**AIM OF THE TASK:**
A faithful transcription of all the entries below is needed, without the pictures.

**Items from a dataset:**
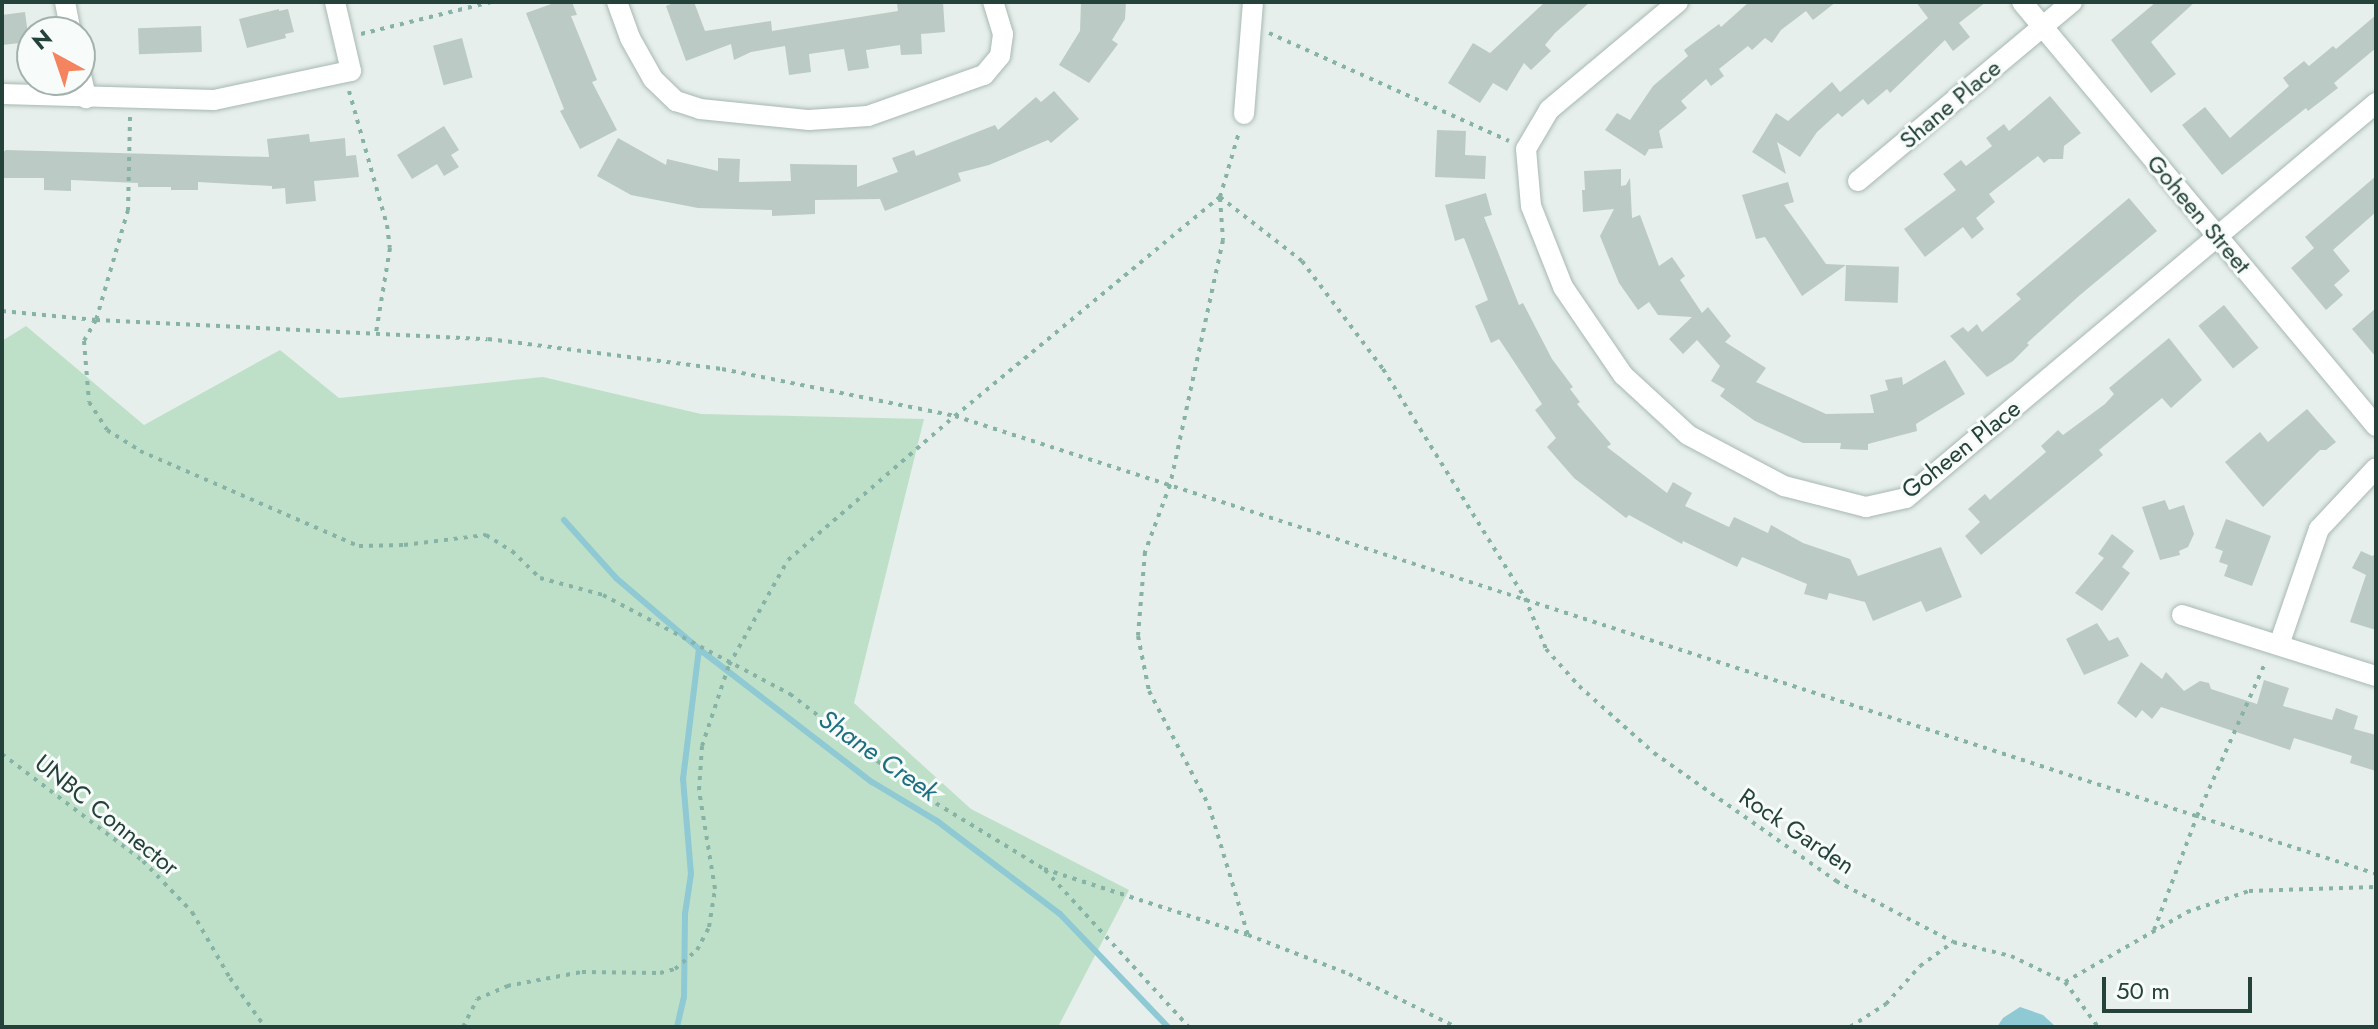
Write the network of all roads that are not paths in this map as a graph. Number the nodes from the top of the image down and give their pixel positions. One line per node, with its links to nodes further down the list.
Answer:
1 (335, 2): 10 (street)
2 (617, 2): 3 (street)
3 (993, 2)
4 (1253, 2): 12 (street)
5 (1678, 2): 14 (street, Goheen Place)
6 (2022, 2): 8 (street, Goheen Street)
7 (2072, 2): 8 (street, Shane Place)
8 (2042, 27): 13 (street, Shane Place); 14 (street, Goheen Street)
9 (2, 94): 10 (street)
10 (86, 98)
11 (2376, 103): 14 (street, Goheen Place)
12 (1244, 114)
13 (1858, 181)
14 (2218, 237): 15 (street, Goheen Street)
15 (2376, 426)
16 (2376, 468): 18 (street)
17 (2182, 615): 18 (street)
18 (2279, 645): 19 (street)
19 (2376, 676)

**TASK OUTPUT:**
Write the network of all roads that are not paths in this map as a graph. Number the nodes from the top of the image down and give their pixel positions. One line per node, with its links to nodes further down the list.
Answer:
1 (335, 2): 10 (street)
2 (617, 2): 3 (street)
3 (993, 2)
4 (1253, 2): 12 (street)
5 (1678, 2): 14 (street, Goheen Place)
6 (2022, 2): 8 (street, Goheen Street)
7 (2072, 2): 8 (street, Shane Place)
8 (2042, 27): 13 (street, Shane Place); 14 (street, Goheen Street)
9 (2, 94): 10 (street)
10 (86, 98)
11 (2376, 103): 14 (street, Goheen Place)
12 (1244, 114)
13 (1858, 181)
14 (2218, 237): 15 (street, Goheen Street)
15 (2376, 426)
16 (2376, 468): 18 (street)
17 (2182, 615): 18 (street)
18 (2279, 645): 19 (street)
19 (2376, 676)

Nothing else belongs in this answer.